Abstract
AIMS AND BACKGROUND:
The aim of this study was to assess the validity of predictors of prostate biopsy outcome in order to improve their positive predictive value.
MATERIAL AND METHODS:
The study material consisted of a consecutive series of 410 prostate biopsies performed during 2003. The variables tested as possible predictors were age, findings at palpation (DRE) and ultrasonography (TRUS), total prostate-specific antigen (PSA), and free-to-total prostate-specific antigen (F/T) ratio. The association with biopsy outcome (cancer vs non-cancer) was investigated by univariate and multivariate analysis.
RESULTS:
All tested variables showed a statistically significant and independent association with biopsy outcome both in univariate and multivariate analysis.

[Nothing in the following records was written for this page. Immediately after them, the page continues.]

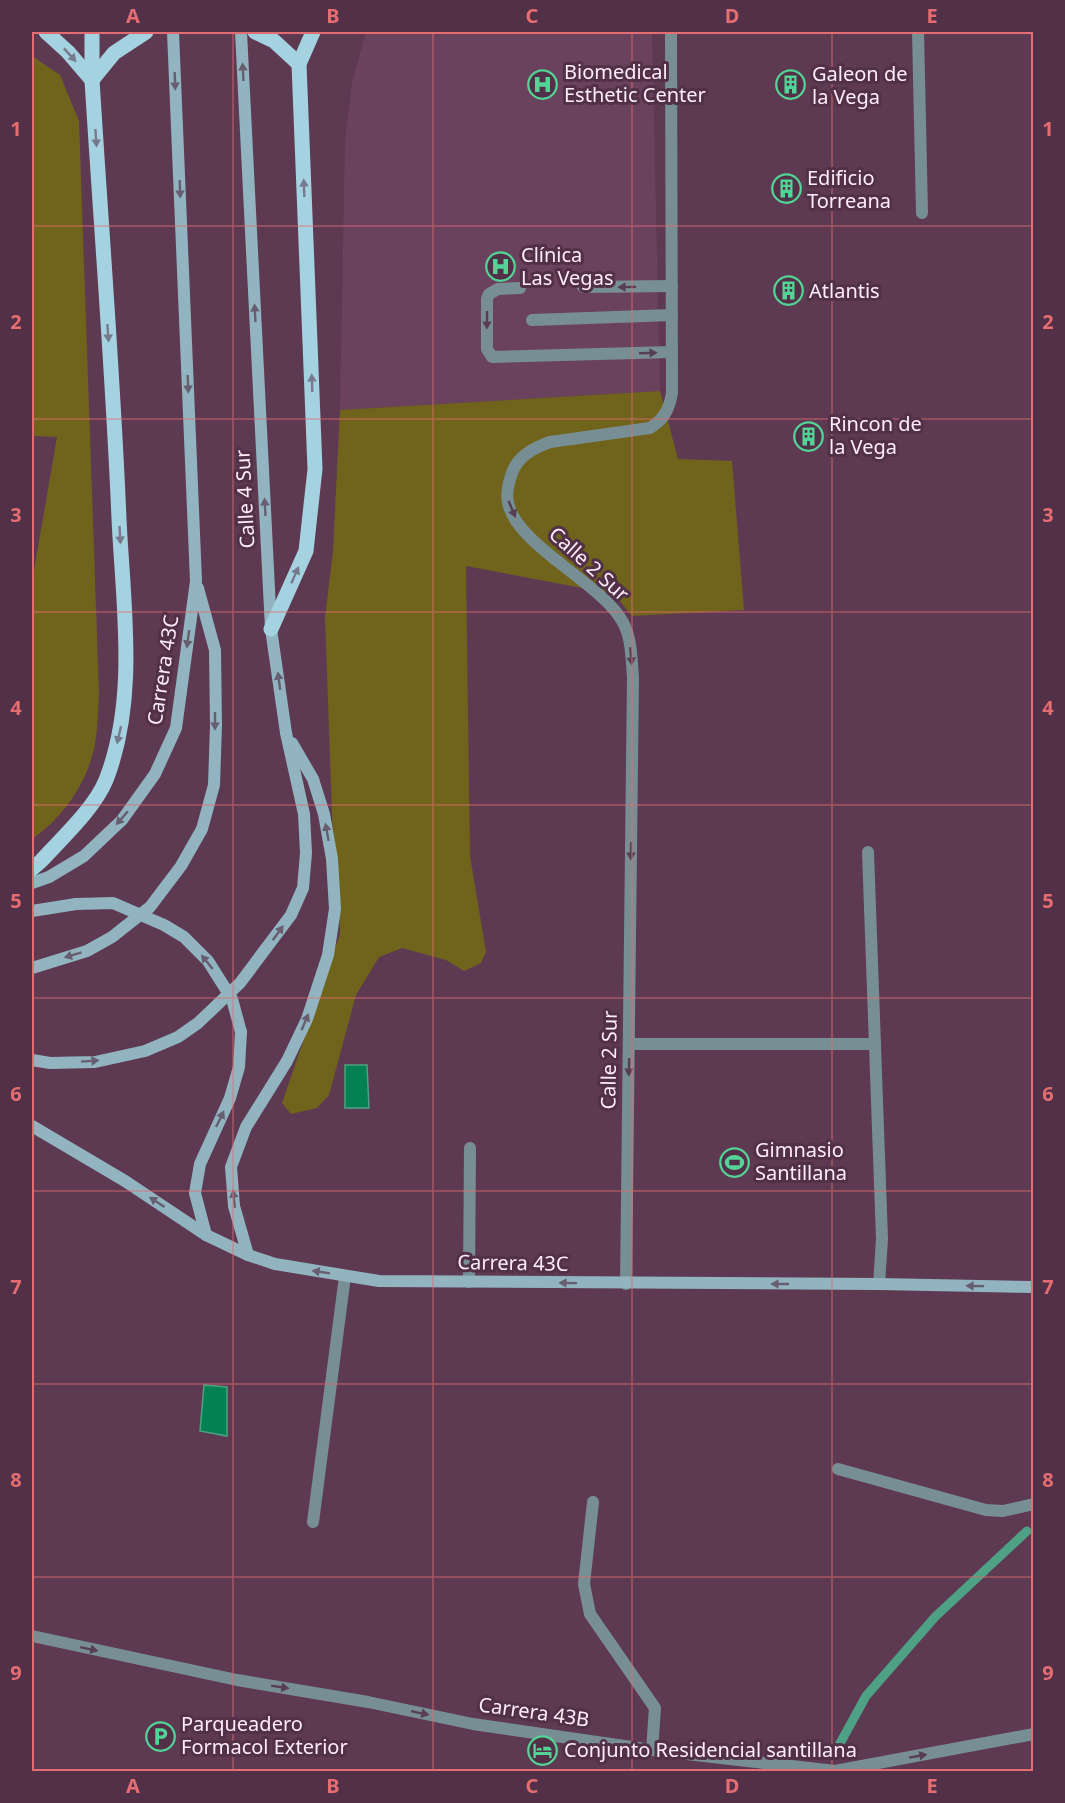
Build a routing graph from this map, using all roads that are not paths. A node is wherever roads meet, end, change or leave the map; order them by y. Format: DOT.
graph roads {
  1 [pos="45,32"];
  2 [pos="92,32"];
  3 [pos="146,32"];
  4 [pos="173,32"];
  5 [pos="241,32"];
  6 [pos="255,32"];
  7 [pos="313,32"];
  8 [pos="671,32"];
  9 [pos="918,32"];
  10 [pos="299,64"];
  11 [pos="92,80"];
  12 [pos="922,213"];
  13 [pos="672,286"];
  14 [pos="583,287"];
  15 [pos="520,288"];
  16 [pos="672,315"];
  17 [pos="532,320"];
  18 [pos="672,352"];
  19 [pos="196,581"];
  20 [pos="272,629"];
  21 [pos="286,733"];
  22 [pos="868,852"];
  23 [pos="32,868"];
  24 [pos="32,883"];
  25 [pos="32,911"];
  26 [pos="32,968"];
  27 [pos="629,1044"];
  28 [pos="875,1044"];
  29 [pos="32,1060"];
  30 [pos="32,1125"];
  31 [pos="470,1148"];
  32 [pos="206,1234"];
  33 [pos="248,1255"];
  34 [pos="345,1275"];
  35 [pos="469,1282"];
  36 [pos="626,1284"];
  37 [pos="879,1284"];
  38 [pos="1034,1287"];
  39 [pos="838,1469"];
  40 [pos="593,1502"];
  41 [pos="1034,1504"];
  42 [pos="313,1522"];
  43 [pos="32,1636"];
  44 [pos="1034,1734"];
  45 [pos="652,1750"];
  1 -- 11 [label="main road, one-way"];
  2 -- 11 [label="main road"];
  3 -- 11 [label="main road"];
  4 -- 19 [label="main road, one-way"];
  20 -- 5 [label="main road, Calle 4 Sur, one-way"];
  6 -- 10 [label="main road"];
  7 -- 10 [label="main road"];
  8 -- 13 [label="street, Calle 2 Sur"];
  9 -- 12 [label="street"];
  20 -- 10 [label="main road, one-way"];
  11 -- 23 [label="main road, one-way"];
  13 -- 14 [label="street, one-way"];
  13 -- 16 [label="street, Calle 2 Sur"];
  15 -- 18 [label="street, one-way"];
  16 -- 17 [label="street"];
  16 -- 18 [label="street, Calle 2 Sur"];
  18 -- 27 [label="street, Calle 2 Sur, one-way"];
  19 -- 24 [label="main road, Carrera 43C, one-way"];
  19 -- 26 [label="main road, one-way"];
  21 -- 20 [label="main road, Calle 4 Sur, one-way"];
  29 -- 21 [label="main road, Calle 4 Sur, one-way"];
  33 -- 21 [label="main road, one-way"];
  22 -- 28 [label="street"];
  32 -- 25 [label="main road, one-way, bridge"];
  27 -- 28 [label="street"];
  27 -- 36 [label="street, Calle 2 Sur, one-way"];
  28 -- 37 [label="street"];
  32 -- 30 [label="main road, Carrera 43C, one-way"];
  31 -- 35 [label="street"];
  32 -- 33 [label="main road, Carrera 43C"];
  34 -- 33 [label="main road, Carrera 43C, one-way"];
  34 -- 35 [label="main road, Carrera 43C"];
  34 -- 42 [label="street"];
  36 -- 35 [label="main road, Carrera 43C, one-way"];
  37 -- 36 [label="main road, Carrera 43C, one-way"];
  38 -- 37 [label="main road, Carrera 43C, one-way"];
  39 -- 41 [label="street"];
  40 -- 45 [label="street"];
  43 -- 45 [label="street, Carrera 43B, one-way"];
  45 -- 44 [label="street, Carrera 43B, one-way"];
}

Nevertheless, no variable had good performance as a biopsy indicator: depending on the considered variable, three to nine cancer biopsies would be delayed in order to avoid ten benign biopsies. Using 0.12, 0.15 and 0.20 as the cutoff for F/T would avoid 77.3%, 64.4% and 43.1% of benign biopsies but would delay 54.0%, 35.6% and 21.0% of cancer biopsies, respectively.
CONCLUSION:
Although it may contribute to diagnostic suspicion, F/T should never exclude a biopsy indicated because of suspicion arising from other diagnostic tests.